# Try it
Check every line below, and copy those that include "roads".

# Collected data entries
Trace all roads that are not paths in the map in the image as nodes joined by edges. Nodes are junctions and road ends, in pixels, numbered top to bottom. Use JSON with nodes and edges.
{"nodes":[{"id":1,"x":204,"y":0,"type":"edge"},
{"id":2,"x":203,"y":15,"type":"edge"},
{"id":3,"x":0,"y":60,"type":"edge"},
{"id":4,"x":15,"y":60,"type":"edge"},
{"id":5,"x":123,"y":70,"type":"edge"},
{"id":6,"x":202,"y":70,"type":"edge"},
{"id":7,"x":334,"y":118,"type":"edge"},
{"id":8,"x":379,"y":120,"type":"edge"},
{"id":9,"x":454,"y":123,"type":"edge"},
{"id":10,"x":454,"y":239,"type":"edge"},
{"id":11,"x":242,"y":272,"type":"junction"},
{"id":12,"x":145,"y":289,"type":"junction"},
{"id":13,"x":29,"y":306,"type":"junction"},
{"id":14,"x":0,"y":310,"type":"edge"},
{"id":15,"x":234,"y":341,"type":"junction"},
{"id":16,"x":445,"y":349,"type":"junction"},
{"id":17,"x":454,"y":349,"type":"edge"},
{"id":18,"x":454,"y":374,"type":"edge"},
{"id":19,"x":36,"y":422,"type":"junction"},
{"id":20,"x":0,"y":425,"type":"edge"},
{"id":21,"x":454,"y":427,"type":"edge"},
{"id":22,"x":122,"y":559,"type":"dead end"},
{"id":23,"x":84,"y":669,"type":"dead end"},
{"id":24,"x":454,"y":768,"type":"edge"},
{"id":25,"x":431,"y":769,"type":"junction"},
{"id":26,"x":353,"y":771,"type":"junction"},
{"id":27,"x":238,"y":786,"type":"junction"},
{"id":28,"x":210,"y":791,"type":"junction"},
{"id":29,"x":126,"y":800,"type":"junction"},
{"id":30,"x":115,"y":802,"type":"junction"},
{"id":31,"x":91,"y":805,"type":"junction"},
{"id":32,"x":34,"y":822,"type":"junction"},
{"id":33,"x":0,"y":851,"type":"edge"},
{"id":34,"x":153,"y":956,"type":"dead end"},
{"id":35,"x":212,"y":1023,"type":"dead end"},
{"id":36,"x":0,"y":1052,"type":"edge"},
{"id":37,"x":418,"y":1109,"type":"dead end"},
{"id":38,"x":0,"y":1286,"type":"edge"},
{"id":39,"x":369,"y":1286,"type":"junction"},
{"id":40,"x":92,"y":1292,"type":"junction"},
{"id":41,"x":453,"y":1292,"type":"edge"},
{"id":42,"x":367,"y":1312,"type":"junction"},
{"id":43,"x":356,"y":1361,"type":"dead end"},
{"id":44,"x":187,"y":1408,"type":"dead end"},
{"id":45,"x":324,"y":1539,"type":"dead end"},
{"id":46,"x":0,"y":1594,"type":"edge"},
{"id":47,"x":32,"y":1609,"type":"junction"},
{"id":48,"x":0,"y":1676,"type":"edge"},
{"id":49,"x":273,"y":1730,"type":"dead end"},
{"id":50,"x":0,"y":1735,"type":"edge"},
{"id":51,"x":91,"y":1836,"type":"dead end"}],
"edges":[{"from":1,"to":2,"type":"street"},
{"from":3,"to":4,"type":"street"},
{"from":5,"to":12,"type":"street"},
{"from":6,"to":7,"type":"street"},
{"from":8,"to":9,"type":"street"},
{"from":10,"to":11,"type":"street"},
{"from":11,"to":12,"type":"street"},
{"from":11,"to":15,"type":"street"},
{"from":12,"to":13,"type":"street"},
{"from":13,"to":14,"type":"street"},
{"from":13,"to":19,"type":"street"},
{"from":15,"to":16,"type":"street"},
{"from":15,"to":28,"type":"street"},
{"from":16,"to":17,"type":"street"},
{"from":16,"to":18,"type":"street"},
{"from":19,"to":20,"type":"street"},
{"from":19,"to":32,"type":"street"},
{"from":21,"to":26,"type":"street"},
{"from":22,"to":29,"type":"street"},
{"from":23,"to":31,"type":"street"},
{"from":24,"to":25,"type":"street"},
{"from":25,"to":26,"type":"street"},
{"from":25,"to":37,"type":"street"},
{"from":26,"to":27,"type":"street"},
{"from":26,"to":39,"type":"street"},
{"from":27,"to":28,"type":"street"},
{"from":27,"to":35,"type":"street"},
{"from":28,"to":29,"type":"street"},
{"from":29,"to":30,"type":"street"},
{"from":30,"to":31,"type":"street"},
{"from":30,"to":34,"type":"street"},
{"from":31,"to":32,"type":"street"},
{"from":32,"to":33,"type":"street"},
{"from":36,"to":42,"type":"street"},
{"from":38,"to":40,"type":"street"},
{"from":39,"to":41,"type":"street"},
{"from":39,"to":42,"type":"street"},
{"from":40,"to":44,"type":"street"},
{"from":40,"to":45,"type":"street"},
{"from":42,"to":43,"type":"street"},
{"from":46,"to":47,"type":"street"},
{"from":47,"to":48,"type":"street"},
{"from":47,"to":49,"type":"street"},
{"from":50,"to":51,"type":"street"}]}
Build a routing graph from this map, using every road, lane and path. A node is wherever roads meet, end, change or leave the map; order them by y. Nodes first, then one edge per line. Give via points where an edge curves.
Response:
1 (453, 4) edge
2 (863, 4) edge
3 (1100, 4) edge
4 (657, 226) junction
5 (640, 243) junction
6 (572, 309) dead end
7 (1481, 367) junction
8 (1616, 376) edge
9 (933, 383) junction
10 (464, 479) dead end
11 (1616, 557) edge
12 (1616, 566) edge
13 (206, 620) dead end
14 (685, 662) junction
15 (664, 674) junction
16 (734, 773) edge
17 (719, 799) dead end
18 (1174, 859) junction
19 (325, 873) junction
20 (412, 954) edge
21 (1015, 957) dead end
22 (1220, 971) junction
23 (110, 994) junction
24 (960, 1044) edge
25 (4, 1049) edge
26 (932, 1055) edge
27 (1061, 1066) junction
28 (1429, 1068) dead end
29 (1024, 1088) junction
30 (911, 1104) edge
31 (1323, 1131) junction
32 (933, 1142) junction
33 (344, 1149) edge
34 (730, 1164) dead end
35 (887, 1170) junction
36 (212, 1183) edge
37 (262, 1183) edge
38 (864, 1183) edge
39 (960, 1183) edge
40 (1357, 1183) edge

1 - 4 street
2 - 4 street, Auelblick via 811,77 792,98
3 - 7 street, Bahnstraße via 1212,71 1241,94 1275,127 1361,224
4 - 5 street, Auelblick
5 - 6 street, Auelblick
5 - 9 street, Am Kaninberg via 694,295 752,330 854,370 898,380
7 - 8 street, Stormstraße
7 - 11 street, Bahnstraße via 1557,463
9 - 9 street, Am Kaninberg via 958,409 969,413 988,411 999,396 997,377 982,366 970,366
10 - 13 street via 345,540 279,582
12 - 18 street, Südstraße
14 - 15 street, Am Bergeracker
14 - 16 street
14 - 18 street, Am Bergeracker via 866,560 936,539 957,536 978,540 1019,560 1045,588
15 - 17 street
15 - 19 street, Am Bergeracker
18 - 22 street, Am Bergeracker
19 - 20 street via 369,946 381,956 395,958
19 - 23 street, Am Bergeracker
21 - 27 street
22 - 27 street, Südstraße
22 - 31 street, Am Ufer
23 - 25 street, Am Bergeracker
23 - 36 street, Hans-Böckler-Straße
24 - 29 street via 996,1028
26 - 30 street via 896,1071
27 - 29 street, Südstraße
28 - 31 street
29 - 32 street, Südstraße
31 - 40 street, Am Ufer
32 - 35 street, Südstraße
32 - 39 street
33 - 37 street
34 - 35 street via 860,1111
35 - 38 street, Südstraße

# Task output
Trace all roads that are not paths in the map in the image as nodes joined by edges. Nodes are junctions and road ends, in pixels, numbered top to bottom. Use JSON with nodes and edges.
Build a routing graph from this map, using every road, lane and path. A node is wherever roads meet, end, change or leave the map; order them by y. Nodes first, then one edge per line. Give via points where an edge curves.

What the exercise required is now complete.